By Kevin D. Williamson
Tuesday, December 08, 2020
General Lloyd J. Austin III for secretary of defense. The
nomination should be rejected.
There isn’t much wrong with General Austin, save the fact
that he is General Austin. U.S. law requires a seven-year gap between
active-duty military service and serving as secretary of defense, the idea
being to keep military policy firmly in civilian hands and to limit the
political clout — and the political ambition — of the nation’s senior military
commanders.
The law has served us well. The Trump administration
successfully sought to have it set aside in order to accommodate the
confirmation of General Jim Mattis as secretary of defense. General Mattis is
an admirable man, but he was not especially effective in the role — it is
difficult to imagine how he might have been, given the character of the
administration he served — and nothing about his service establishes the urgent
necessity of making a habit out of making an exception.

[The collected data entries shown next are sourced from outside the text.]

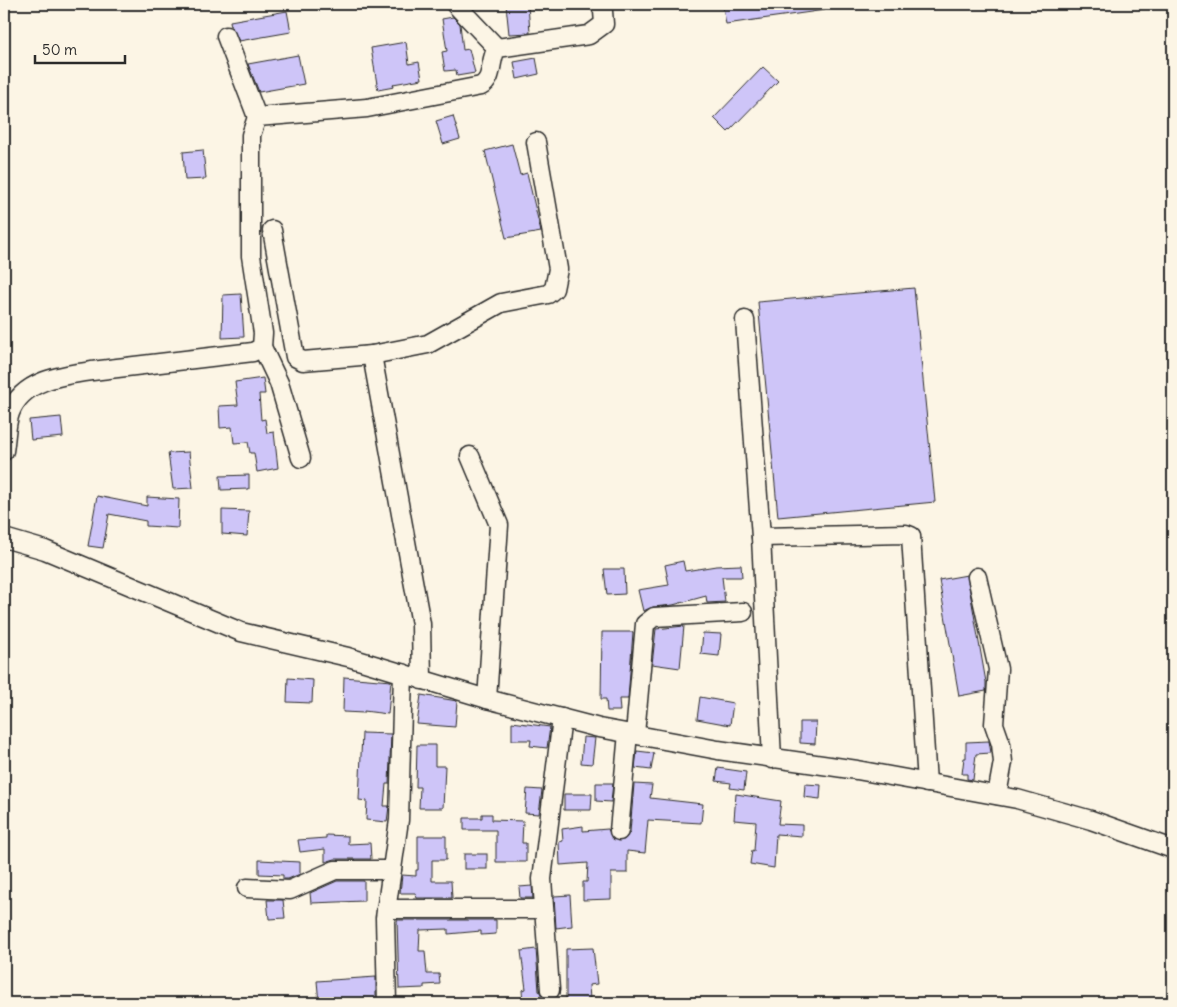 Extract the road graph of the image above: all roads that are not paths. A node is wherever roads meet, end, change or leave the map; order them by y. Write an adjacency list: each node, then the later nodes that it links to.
1 (455, 4): 4 (street)
2 (600, 4): 4 (street)
3 (226, 36): 5 (street)
4 (497, 48): 5 (street)
5 (257, 117): 9 (street)
6 (536, 142): 10 (street)
7 (272, 230): 10 (street)
8 (745, 320): 14 (street)
9 (262, 346): 11 (street); 13 (street)
10 (372, 355): 19 (street)
11 (4, 451)
12 (470, 456): 20 (street)
13 (301, 458)
14 (761, 537): 23 (street); 24 (street)
15 (4, 538): 18 (street)
16 (977, 577): 25 (street)
17 (743, 612): 22 (street)
18 (403, 673): 19 (street); 28 (street)
19 (422, 680): 20 (street)
20 (487, 699): 21 (street)
21 (562, 718): 22 (street); 31 (street)
22 (632, 734): 23 (street); 26 (street)
23 (772, 759): 24 (street)
24 (927, 783): 25 (street)
25 (997, 796): 27 (street)
26 (619, 831)
27 (1173, 849)
28 (392, 870): 29 (street); 30 (street)
29 (247, 888)
30 (386, 909): 31 (street); 33 (street)
31 (543, 909): 32 (street)
32 (550, 990)
33 (387, 1003) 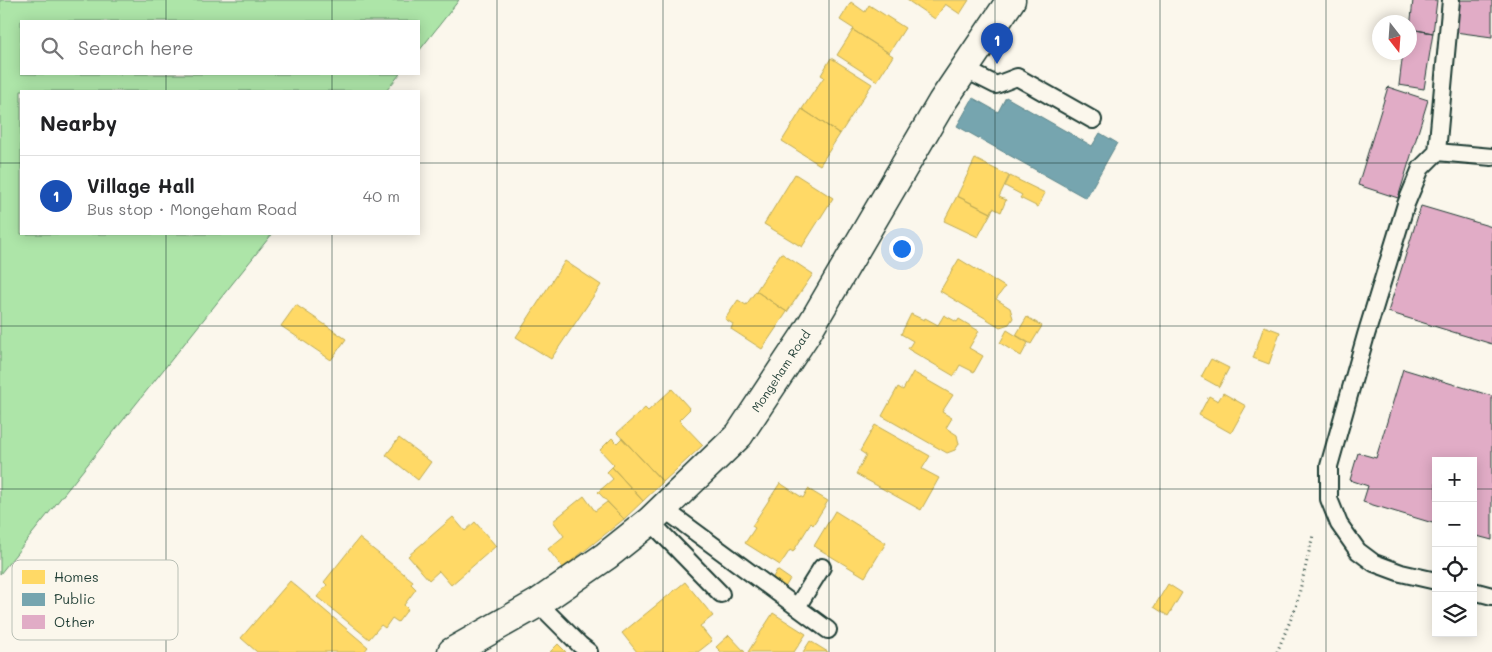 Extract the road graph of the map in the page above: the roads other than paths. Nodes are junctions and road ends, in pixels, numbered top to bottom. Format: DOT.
graph roads {
  1 [pos="1011,0"];
  2 [pos="1451,0"];
  3 [pos="964,69"];
  4 [pos="1093,120"];
  5 [pos="1437,152"];
  6 [pos="1492,157"];
  7 [pos="657,515"];
  8 [pos="822,567"];
  9 [pos="1432,580"];
  10 [pos="1477,592"];
  11 [pos="721,594"];
  12 [pos="1492,596"];
  13 [pos="538,603"];
  14 [pos="796,607"];
  15 [pos="828,630"];
  16 [pos="452,652"];
  17 [pos="589,652"];
  1 -- 3 [label="street, Mongeham Road"];
  2 -- 5 [label="lane"];
  3 -- 4 [label="lane"];
  3 -- 7 [label="street, Mongeham Road"];
  5 -- 6 [label="lane"];
  5 -- 9 [label="lane"];
  7 -- 11 [label="lane"];
  7 -- 13 [label="street, Mongeham Road"];
  7 -- 14 [label="lane"];
  8 -- 14 [label="lane"];
  10 -- 12 [label="lane"];
  13 -- 16 [label="street, Mongeham Road"];
  13 -- 17 [label="lane"];
  14 -- 15 [label="lane"];
} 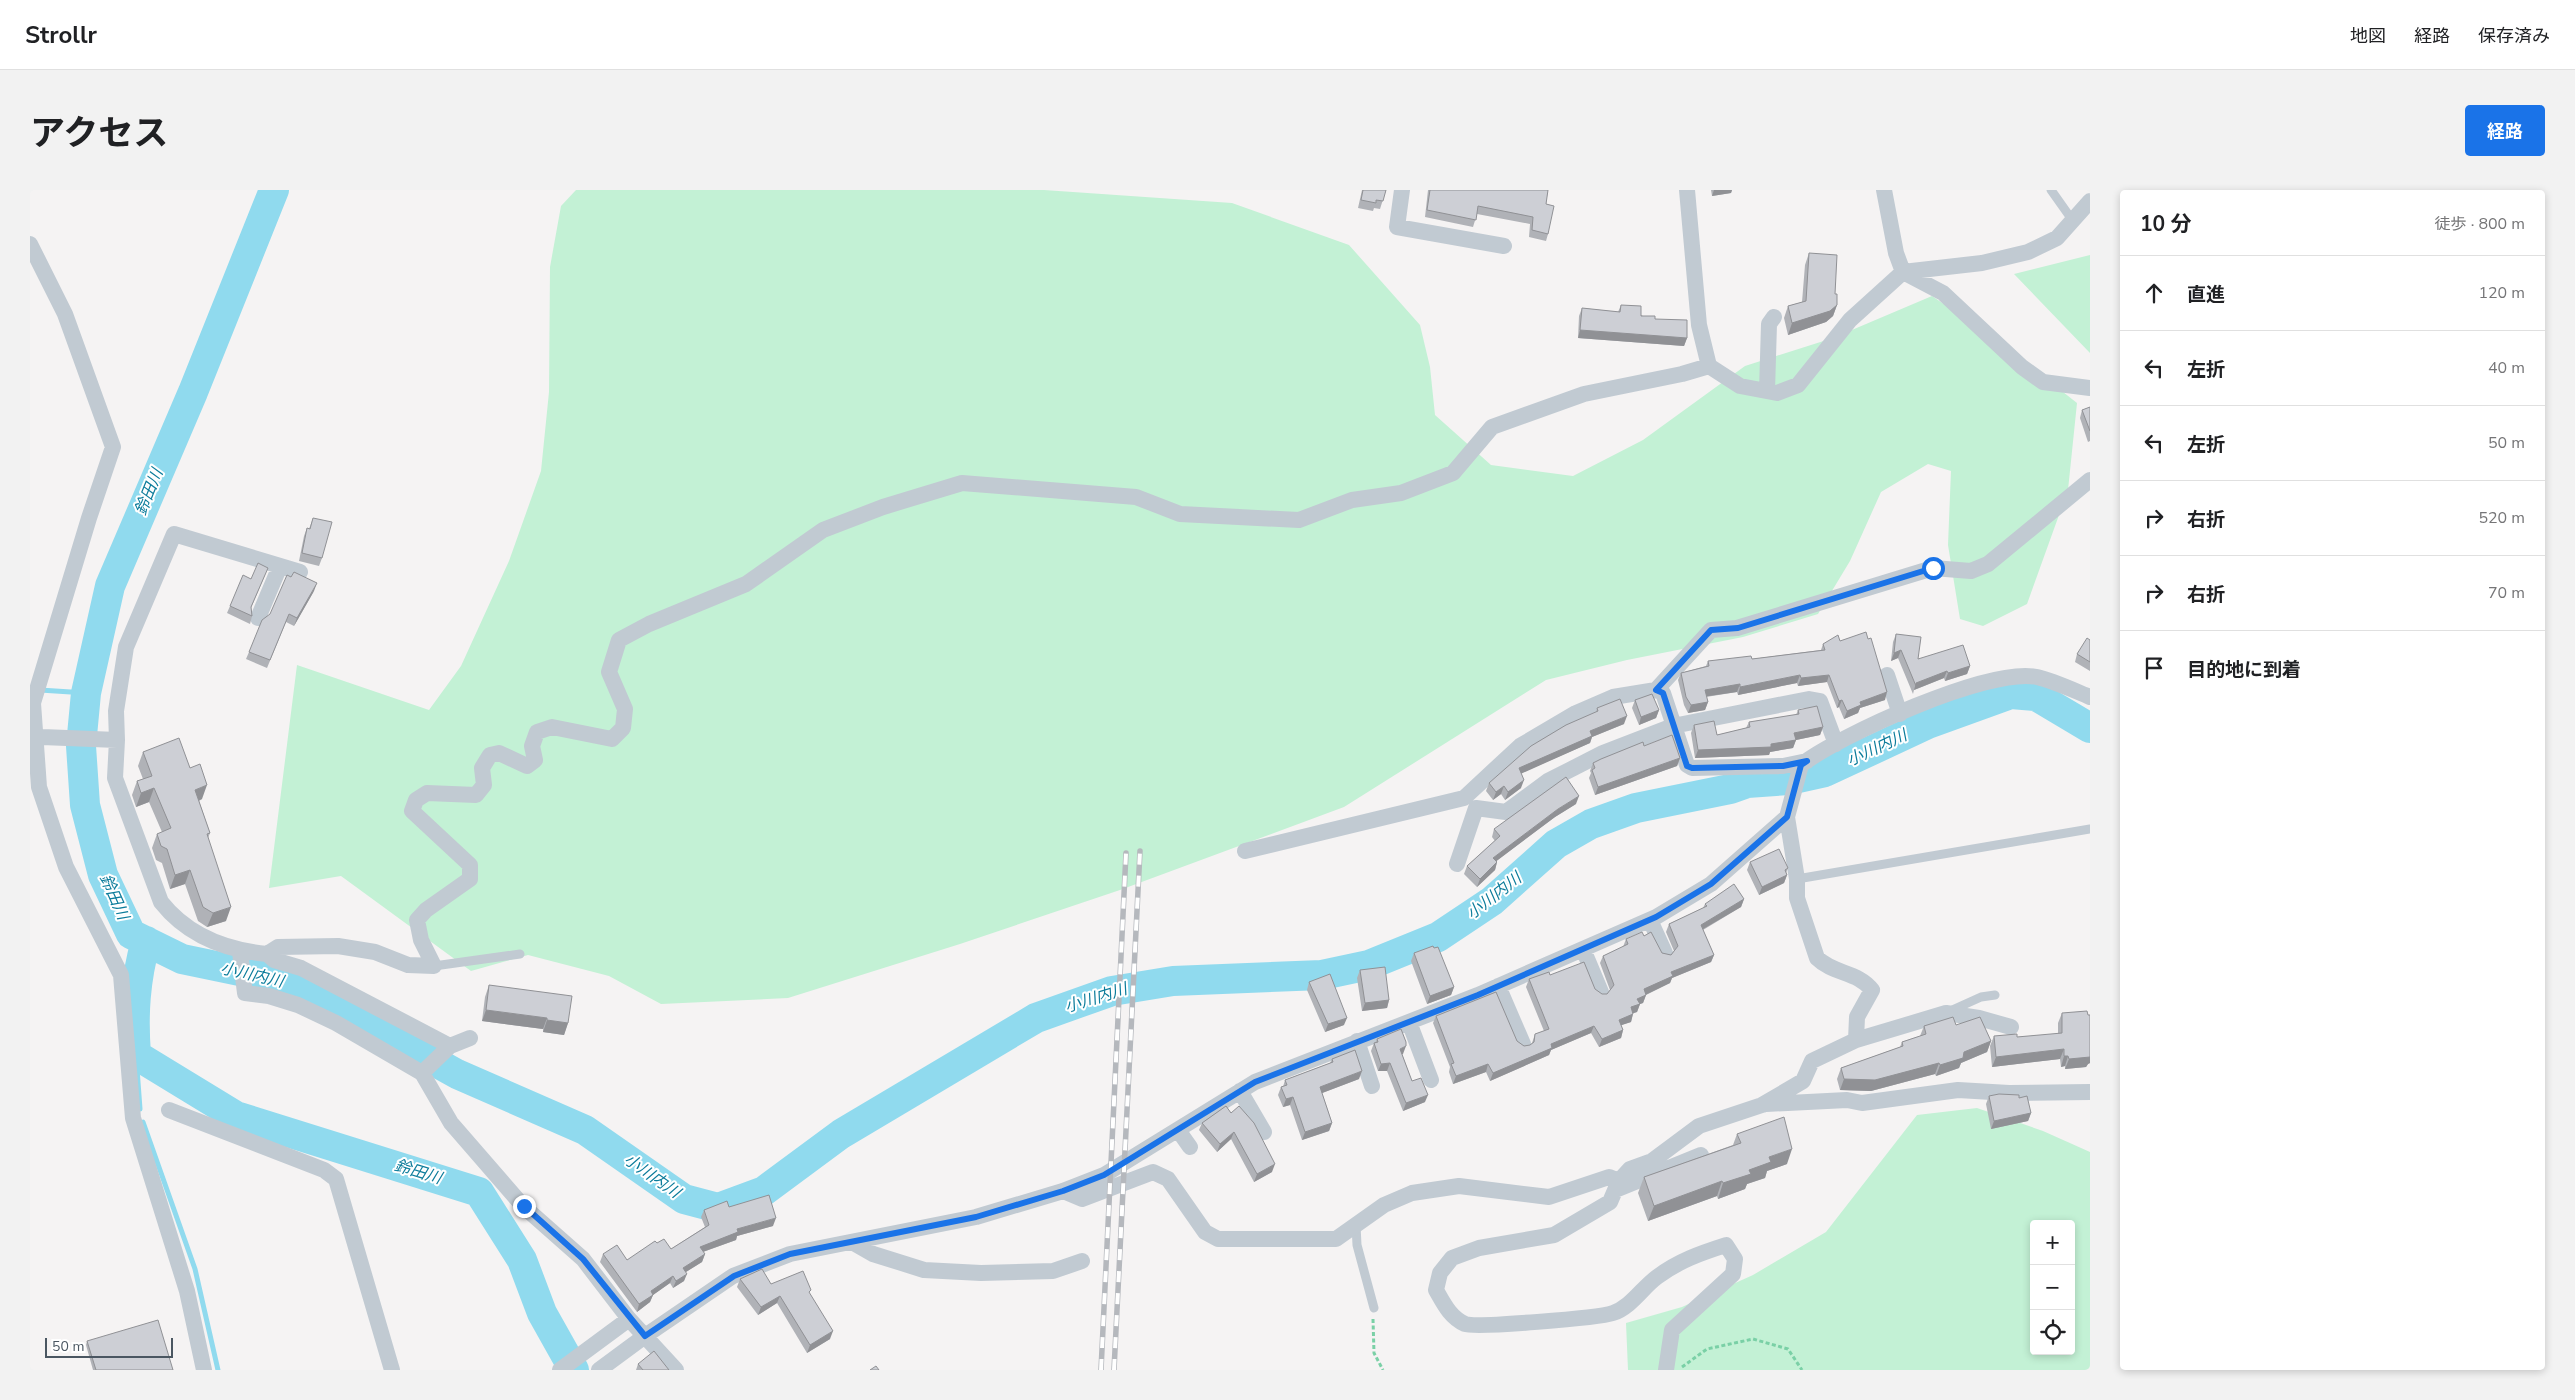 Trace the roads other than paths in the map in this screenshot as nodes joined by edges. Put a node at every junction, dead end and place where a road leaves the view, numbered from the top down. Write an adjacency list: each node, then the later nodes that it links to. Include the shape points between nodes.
1 (1402, 190): 8 (street, via 1397,227)
2 (1687, 190): 11 (street, via 1699,325)
3 (1884, 190): 9 (street, via 1896,253)
4 (2051, 190): 6 (lane)
5 (2090, 201): 6 (street)
6 (2073, 220): 9 (street, via 2057,238 2028,252 1982,263)
7 (30, 244): 23 (street, via 65,314 113,447 34,701)
8 (1504, 246)
9 (1903, 272): 12 (street, via 1943,293 2022,367 2043,382); 13 (street, via 1850,320 1798,385 1778,393)
10 (1774, 317): 13 (street, via 1769,324)
11 (1709, 366): 13 (street, via 1740,386); 39 (street, via 1584,394 1492,427 1454,472 1401,493 1352,500 1299,520 1180,514 1136,497 962,483 883,507 823,530 746,584 649,624 619,640 609,672 625,709 623,728 612,739 552,727 537,732 532,746 534,760 527,766 499,753 490,755 482,768 484,785 476,795 427,793 416,800 412,811 470,864 470,879 417,920 421,940)
12 (2090, 388)
13 (1767, 391)
14 (2090, 480): 19 (street, via 1988,564 1971,571 1933,568 1738,628 1711,630)
15 (280, 566): 16 (street); 17 (street); 24 (street, via 174,534 126,647)
16 (300, 572)
17 (258, 618)
18 (1886, 675): 21 (street)
19 (1656, 690): 22 (street, via 1663,693); 27 (street, via 1613,697 1576,713 1520,746)
20 (2090, 697): 21 (street, via 2036,677 1999,679 1951,691)
21 (1900, 714): 25 (street)
22 (1673, 726): 25 (street, via 1809,699 1820,701); 26 (street, via 1687,766 1692,768); 27 (street, via 1603,753 1556,777 1506,812)
23 (38, 738): 24 (street); 70 (street, via 40,787 66,867 121,975 133,1118 187,1291)
24 (113, 739): 35 (street, via 115,778 161,902 174,918 216,943)
25 (1836, 744): 26 (street)
26 (1804, 763): 28 (street)
27 (1470, 803): 30 (street); 31 (street)
28 (1788, 812): 32 (street); 33 (street, via 1711,884)
29 (2090, 829): 32 (lane)
30 (1245, 851)
31 (1457, 864)
32 (1797, 879): 47 (street, via 1796,898 1817,958 1823,964 1866,982 1872,990 1857,1017)
33 (1650, 920): 34 (street); 36 (street)
34 (1583, 949): 40 (street); 41 (street)
35 (240, 952): 37 (street); 51 (street, via 245,993 298,1005)
36 (1665, 953)
37 (267, 954): 39 (street, via 278,947 338,946 375,952 408,965); 50 (street)
38 (520, 954): 39 (lane)
39 (434, 966)
40 (1498, 986): 44 (street); 49 (street)
41 (1601, 992)
42 (1995, 995): 43 (lane, via 1981,997)
43 (1946, 1013): 45 (street); 47 (street)
44 (1409, 1022): 48 (street); 52 (street)
45 (2011, 1027)
46 (470, 1038): 50 (street)
47 (1856, 1040): 56 (street, via 1812,1061 1803,1081)
48 (1357, 1042): 53 (street); 54 (street, via 1255,1082)
49 (1523, 1044)
50 (450, 1046): 51 (street)
51 (424, 1071): 68 (street, via 451,1123 524,1206 583,1259)
52 (1431, 1080)
53 (1372, 1086)
54 (1240, 1091): 58 (street); 59 (street)
55 (2090, 1092): 56 (street, via 1958,1090 1862,1103 1847,1100)
56 (1762, 1105): 62 (street, via 1699,1126 1652,1161 1630,1170)
57 (169, 1110): 71 (street, via 324,1170 336,1179)
58 (1178, 1130): 60 (street); 63 (street, via 1104,1175)
59 (1264, 1132)
60 (1190, 1147)
61 (1701, 1155): 62 (street)
62 (1617, 1186): 64 (street, via 1609,1177 1549,1197 1459,1186 1412,1193 1384,1204); 75 (street, via 1610,1202 1554,1235 1479,1248 1452,1258 1440,1273 1436,1290 1448,1312 1466,1324 1575,1319 1614,1313 1676,1263 1726,1245 1735,1258 1733,1274 1672,1330)
63 (1063, 1191): 64 (street, via 1082,1199 1153,1172 1168,1179 1205,1232 1218,1239 1336,1239); 65 (street, via 976,1217)
64 (1356, 1225): 67 (lane, via 1357,1245)
65 (852, 1242): 66 (street, via 873,1254 924,1270 981,1273 1054,1271); 69 (street, via 790,1254 734,1276)
66 (1082, 1261)
67 (1374, 1308)
68 (629, 1319): 69 (street); 72 (street)
69 (645, 1336): 73 (street); 74 (street)
70 (204, 1370)
71 (392, 1370)
72 (560, 1370)
73 (599, 1370)
74 (676, 1370)
75 (1666, 1370)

Some on the Democrats’ left wing oppose General Austin on
the foregoing grounds, and a few are chafed that he is being chosen over a
woman, Michèle Flournoy, who served in Barack Obama’s administration as
undersecretary of defense for policy. Austin would be the first African
American to serve as secretary of defense, while Flournoy would be the first
woman. Neither of these is an especially compelling rationale: We have had a
black president, we have a black vice president-elect, George W. Bush was
served by two black secretaries of state, etc.; in addition to our female vice
president-elect the nation has been served, though not always well-served, by
women in senior cabinet positions, including Hillary Rodham Clinton’s rolling
theater of incompetency as secretary of state. As riveting as it is to watch
Kamala Harris check her boxes — she has been the first black South Asian woman
of Caribbean background in many positions — it is probably time to leave that
kind of thing behind, and thank Barack Obama for that much.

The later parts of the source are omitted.